CycleGANs introduce two key innovations for unpaired image-to-image translation:

1.  **Unpaired Training Data:** Unlike many style transfer methods that require paired examples (e.g., an exact photo and its stylized version), CycleGANs can learn from two separate, unpaired collections of images (e.g., a set of landscape photos and a set of Monet paintings).

2.  **Cycle Consistency Loss:** This is the core idea. If you translate an image from domain X to domain Y, and then translate it back from Y to X, you should ideally get the original image back.
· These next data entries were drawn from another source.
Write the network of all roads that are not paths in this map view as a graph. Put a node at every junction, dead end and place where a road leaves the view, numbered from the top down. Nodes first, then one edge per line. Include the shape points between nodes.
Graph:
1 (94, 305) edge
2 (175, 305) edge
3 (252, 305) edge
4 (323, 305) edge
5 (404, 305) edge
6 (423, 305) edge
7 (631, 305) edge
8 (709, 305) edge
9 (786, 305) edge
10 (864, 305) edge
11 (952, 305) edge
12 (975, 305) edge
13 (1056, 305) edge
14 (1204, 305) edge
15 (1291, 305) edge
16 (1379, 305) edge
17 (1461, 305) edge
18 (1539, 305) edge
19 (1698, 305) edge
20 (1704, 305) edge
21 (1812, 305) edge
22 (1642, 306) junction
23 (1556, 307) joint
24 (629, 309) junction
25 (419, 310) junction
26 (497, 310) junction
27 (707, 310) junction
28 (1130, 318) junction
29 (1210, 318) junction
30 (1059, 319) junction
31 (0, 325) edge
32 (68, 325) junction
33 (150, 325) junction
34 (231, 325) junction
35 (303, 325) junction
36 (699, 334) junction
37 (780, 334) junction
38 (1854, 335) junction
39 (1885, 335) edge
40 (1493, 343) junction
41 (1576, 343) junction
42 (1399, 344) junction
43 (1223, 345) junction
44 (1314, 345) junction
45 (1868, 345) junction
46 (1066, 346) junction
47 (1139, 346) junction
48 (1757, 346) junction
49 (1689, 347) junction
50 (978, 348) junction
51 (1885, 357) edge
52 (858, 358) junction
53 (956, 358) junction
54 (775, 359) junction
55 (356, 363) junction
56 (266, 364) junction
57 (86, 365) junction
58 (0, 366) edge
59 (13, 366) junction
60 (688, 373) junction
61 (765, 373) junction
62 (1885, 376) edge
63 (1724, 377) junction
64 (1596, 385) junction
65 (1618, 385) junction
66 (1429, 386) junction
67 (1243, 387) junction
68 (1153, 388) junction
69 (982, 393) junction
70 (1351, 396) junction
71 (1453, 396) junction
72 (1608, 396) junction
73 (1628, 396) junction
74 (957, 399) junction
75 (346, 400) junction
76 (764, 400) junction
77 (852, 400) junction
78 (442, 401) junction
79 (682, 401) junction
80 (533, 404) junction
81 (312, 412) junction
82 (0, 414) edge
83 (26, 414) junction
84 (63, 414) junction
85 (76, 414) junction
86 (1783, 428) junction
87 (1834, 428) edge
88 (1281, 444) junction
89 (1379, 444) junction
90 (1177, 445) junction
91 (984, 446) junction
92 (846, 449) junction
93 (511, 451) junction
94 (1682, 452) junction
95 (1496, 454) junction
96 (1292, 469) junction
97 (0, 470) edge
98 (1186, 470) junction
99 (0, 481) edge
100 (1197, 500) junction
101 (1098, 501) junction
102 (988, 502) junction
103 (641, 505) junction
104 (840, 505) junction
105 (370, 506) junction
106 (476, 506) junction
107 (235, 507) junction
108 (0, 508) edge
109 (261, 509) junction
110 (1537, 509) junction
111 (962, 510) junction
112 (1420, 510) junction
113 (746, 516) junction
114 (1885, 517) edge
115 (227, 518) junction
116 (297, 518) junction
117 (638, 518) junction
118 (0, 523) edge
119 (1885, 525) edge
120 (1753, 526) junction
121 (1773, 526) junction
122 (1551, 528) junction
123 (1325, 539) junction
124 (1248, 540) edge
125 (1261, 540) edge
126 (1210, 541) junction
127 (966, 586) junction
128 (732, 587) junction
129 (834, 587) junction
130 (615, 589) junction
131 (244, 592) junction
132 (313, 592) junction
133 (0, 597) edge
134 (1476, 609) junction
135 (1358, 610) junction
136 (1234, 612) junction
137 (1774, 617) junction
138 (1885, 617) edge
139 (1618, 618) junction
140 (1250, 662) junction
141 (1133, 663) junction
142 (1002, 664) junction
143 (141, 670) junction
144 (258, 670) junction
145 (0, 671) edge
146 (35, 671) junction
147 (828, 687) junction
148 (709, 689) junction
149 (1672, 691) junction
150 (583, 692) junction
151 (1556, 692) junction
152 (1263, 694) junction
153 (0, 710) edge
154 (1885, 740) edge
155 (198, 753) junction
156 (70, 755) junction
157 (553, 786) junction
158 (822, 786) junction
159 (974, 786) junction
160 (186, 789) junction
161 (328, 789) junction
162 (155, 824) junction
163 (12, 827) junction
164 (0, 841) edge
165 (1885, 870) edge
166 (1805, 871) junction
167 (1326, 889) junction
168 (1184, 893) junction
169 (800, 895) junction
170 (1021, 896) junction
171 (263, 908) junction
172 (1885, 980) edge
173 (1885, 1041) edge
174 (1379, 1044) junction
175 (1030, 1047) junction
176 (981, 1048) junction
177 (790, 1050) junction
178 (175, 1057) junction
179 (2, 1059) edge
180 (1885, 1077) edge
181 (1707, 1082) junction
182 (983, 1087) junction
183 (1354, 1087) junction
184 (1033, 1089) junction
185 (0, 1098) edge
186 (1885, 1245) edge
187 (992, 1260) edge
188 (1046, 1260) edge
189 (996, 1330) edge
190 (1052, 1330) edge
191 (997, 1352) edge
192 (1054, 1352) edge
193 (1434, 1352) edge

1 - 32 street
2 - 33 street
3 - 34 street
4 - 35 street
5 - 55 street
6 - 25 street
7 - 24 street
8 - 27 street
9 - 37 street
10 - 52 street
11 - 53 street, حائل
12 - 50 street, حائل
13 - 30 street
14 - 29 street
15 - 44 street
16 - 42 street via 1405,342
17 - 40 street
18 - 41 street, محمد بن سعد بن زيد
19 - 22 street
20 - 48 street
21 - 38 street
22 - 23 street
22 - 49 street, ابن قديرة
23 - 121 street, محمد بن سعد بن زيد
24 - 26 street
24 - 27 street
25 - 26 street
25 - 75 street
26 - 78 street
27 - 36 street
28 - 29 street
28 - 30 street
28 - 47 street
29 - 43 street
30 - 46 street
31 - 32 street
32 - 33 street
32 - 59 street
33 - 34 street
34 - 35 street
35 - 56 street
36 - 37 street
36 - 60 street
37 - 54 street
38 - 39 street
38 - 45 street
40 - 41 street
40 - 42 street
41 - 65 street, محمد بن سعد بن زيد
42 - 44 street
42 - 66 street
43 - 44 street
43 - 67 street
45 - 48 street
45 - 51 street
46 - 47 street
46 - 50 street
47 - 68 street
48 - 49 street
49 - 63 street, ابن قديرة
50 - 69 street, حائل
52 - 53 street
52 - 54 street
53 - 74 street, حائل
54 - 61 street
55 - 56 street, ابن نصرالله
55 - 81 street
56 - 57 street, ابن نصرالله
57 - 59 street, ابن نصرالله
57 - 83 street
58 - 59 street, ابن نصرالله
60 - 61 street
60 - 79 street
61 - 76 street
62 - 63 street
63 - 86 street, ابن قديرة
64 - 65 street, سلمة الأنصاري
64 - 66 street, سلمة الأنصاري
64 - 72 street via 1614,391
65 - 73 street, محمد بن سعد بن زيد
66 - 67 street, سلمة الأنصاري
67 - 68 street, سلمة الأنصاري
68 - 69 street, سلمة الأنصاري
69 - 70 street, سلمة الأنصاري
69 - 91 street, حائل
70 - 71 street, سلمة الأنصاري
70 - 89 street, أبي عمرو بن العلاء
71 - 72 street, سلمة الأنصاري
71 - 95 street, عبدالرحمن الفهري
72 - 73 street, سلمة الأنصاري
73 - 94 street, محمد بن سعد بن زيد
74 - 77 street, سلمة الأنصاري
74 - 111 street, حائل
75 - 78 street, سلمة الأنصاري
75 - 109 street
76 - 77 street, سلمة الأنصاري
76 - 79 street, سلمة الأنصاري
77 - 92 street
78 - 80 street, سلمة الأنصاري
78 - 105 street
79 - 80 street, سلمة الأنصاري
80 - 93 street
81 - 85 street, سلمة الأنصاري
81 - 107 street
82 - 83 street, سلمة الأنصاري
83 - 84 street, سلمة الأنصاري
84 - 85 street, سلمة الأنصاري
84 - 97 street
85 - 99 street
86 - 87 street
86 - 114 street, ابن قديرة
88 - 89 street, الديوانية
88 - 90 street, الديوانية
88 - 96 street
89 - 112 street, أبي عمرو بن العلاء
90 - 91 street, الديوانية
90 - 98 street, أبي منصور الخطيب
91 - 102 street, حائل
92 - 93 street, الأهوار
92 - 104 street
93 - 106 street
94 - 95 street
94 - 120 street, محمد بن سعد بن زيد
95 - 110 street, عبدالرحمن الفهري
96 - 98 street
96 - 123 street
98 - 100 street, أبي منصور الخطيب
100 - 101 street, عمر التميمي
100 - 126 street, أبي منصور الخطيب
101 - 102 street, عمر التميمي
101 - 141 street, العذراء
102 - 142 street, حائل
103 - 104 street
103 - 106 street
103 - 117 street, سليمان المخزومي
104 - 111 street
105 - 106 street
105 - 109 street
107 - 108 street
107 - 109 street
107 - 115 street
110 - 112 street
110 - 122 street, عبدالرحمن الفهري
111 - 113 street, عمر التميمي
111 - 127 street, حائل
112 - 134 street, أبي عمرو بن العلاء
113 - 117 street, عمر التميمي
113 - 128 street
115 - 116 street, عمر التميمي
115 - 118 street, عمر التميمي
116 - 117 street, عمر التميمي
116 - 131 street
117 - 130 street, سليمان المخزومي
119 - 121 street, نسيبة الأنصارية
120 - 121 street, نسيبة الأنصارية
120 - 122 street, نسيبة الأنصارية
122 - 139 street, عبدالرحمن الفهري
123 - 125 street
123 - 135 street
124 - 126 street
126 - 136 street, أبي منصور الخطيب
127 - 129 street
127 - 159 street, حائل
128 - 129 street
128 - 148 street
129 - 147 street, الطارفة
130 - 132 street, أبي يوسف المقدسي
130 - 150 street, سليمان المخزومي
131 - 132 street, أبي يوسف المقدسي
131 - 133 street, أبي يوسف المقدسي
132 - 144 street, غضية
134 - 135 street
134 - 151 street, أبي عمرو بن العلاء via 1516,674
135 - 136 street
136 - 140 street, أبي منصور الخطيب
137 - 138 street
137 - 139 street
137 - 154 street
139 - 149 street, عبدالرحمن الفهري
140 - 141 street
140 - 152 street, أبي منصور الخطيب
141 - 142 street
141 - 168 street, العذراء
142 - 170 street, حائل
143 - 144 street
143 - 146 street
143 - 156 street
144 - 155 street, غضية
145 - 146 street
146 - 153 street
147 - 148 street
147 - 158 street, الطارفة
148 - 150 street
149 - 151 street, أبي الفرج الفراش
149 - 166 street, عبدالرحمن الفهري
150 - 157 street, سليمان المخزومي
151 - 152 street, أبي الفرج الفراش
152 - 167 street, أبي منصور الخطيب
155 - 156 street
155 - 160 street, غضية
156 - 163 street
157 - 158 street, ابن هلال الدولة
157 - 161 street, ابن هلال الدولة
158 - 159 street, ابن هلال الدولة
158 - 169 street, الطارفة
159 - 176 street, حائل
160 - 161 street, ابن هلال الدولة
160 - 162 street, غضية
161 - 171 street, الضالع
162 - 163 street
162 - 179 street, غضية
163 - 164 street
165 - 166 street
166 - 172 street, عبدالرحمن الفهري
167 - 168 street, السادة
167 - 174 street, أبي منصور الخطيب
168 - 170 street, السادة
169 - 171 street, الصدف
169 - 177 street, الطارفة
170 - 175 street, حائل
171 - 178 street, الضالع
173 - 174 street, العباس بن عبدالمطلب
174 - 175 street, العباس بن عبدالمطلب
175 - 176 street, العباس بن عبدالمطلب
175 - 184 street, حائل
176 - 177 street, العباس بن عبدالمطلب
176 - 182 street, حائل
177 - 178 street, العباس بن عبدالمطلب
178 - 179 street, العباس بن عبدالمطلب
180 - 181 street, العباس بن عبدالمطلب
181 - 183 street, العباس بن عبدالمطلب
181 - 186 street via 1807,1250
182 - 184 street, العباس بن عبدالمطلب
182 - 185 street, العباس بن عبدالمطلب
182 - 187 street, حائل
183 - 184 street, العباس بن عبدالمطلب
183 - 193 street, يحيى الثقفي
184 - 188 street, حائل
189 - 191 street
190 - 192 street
This enforces a structural and content consistency during translation.
    *   Let $G: X \rightarrow Y$ be the generator from domain X to Y, and $F: Y \rightarrow X$ be the generator from Y to X.
    *   Cycle consistency means $F(G(x)) \approx x$ for $x \in X$, and $G(F(y)) \approx y$ for $y \in Y$.
    *   The loss incurred from these cycles (e.g., L1 distance between $x$ and $F(G(x))$) is added to the standard adversarial losses, guiding the generators to learn meaningful mappings.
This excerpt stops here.